# What to do
Whenever a line in the listing contains "Place", copy that line.

# Records for this exercise
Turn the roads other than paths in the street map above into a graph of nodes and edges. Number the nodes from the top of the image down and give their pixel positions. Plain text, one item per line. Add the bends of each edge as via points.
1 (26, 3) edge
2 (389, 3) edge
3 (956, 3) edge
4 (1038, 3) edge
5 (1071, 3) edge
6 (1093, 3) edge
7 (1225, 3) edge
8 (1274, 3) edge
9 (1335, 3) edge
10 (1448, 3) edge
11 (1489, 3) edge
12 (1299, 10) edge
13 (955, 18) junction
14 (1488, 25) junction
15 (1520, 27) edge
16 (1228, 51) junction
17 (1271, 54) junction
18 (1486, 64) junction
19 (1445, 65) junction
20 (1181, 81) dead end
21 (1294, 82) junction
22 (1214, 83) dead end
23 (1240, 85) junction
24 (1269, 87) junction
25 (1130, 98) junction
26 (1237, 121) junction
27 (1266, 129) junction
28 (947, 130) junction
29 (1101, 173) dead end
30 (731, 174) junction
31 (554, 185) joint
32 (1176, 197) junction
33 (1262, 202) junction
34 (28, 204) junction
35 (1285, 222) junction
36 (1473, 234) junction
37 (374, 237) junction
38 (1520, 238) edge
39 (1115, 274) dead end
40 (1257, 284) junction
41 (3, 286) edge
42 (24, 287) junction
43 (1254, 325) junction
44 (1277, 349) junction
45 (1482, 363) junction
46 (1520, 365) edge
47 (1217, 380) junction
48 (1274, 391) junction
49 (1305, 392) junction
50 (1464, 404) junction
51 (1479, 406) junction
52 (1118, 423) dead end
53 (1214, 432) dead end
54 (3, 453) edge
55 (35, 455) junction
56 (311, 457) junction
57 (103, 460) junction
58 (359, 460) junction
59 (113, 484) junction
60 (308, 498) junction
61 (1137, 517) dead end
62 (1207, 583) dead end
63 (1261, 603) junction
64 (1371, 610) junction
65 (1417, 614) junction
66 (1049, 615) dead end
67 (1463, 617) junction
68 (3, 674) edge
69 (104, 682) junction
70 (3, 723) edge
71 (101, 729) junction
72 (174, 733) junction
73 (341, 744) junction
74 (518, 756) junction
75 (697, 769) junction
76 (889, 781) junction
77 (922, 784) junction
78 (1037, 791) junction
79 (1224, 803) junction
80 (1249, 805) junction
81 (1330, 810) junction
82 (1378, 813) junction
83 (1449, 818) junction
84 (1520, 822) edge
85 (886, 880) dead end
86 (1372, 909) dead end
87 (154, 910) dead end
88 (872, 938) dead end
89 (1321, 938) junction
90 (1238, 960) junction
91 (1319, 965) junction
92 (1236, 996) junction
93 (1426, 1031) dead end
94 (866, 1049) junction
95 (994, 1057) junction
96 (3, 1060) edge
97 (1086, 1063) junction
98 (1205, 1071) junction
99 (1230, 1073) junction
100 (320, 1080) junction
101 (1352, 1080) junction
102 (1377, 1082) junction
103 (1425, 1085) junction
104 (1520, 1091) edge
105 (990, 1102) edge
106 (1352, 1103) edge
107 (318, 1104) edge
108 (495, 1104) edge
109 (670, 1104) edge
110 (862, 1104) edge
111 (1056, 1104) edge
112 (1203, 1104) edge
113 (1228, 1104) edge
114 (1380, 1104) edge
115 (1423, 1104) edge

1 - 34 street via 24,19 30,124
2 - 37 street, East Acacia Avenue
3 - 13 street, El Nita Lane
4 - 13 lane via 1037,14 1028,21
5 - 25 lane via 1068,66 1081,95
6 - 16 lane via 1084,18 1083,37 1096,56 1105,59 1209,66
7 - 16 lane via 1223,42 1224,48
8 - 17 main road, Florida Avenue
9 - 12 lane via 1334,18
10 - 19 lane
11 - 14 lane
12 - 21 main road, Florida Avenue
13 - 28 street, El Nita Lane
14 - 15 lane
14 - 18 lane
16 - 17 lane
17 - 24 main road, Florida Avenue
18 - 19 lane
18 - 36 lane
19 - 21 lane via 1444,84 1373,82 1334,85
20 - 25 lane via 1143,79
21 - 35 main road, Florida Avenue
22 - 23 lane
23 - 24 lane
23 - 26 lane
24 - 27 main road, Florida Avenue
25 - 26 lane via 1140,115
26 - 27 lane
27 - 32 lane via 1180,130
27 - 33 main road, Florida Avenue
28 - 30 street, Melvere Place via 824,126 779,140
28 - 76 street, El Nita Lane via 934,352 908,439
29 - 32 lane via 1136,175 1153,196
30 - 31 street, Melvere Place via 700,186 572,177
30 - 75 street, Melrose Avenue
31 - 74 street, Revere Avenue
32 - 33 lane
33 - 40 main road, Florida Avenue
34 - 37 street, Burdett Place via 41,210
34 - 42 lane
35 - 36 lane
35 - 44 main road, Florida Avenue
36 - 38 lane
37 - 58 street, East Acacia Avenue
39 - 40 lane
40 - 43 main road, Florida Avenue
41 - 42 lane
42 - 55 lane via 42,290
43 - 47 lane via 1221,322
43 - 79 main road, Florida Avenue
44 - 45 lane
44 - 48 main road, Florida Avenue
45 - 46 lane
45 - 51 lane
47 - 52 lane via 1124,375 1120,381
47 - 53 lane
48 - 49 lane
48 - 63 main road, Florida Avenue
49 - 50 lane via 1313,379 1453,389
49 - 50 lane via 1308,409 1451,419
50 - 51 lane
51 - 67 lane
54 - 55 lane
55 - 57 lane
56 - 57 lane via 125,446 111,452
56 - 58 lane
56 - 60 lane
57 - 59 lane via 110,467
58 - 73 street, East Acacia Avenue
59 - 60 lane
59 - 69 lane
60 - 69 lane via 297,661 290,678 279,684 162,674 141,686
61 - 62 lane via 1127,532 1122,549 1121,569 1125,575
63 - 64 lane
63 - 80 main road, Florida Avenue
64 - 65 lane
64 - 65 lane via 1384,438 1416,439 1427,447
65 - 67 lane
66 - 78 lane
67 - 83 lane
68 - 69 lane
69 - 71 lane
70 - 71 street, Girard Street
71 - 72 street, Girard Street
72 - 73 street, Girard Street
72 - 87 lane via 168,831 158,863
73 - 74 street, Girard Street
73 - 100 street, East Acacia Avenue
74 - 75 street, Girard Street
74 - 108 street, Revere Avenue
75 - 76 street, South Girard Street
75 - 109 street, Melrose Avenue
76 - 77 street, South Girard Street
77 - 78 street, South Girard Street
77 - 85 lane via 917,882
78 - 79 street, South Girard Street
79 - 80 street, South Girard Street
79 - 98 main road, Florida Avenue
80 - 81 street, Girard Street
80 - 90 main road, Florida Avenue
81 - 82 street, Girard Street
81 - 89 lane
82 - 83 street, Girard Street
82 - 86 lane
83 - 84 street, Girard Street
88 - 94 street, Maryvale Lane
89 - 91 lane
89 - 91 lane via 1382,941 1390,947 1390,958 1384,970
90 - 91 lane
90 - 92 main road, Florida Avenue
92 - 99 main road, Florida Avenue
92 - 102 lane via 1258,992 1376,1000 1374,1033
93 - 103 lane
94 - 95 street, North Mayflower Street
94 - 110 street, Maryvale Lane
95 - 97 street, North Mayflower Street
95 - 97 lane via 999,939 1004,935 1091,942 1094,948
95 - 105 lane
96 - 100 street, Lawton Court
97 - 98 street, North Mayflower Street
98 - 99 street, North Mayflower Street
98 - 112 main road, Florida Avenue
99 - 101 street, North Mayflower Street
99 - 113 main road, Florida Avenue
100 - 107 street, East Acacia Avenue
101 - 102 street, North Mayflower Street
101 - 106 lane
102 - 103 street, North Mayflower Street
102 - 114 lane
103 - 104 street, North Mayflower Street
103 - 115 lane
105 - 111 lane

# Reply to the task
28 - 30 street, Melvere Place via 824,126 779,140
30 - 31 street, Melvere Place via 700,186 572,177
34 - 37 street, Burdett Place via 41,210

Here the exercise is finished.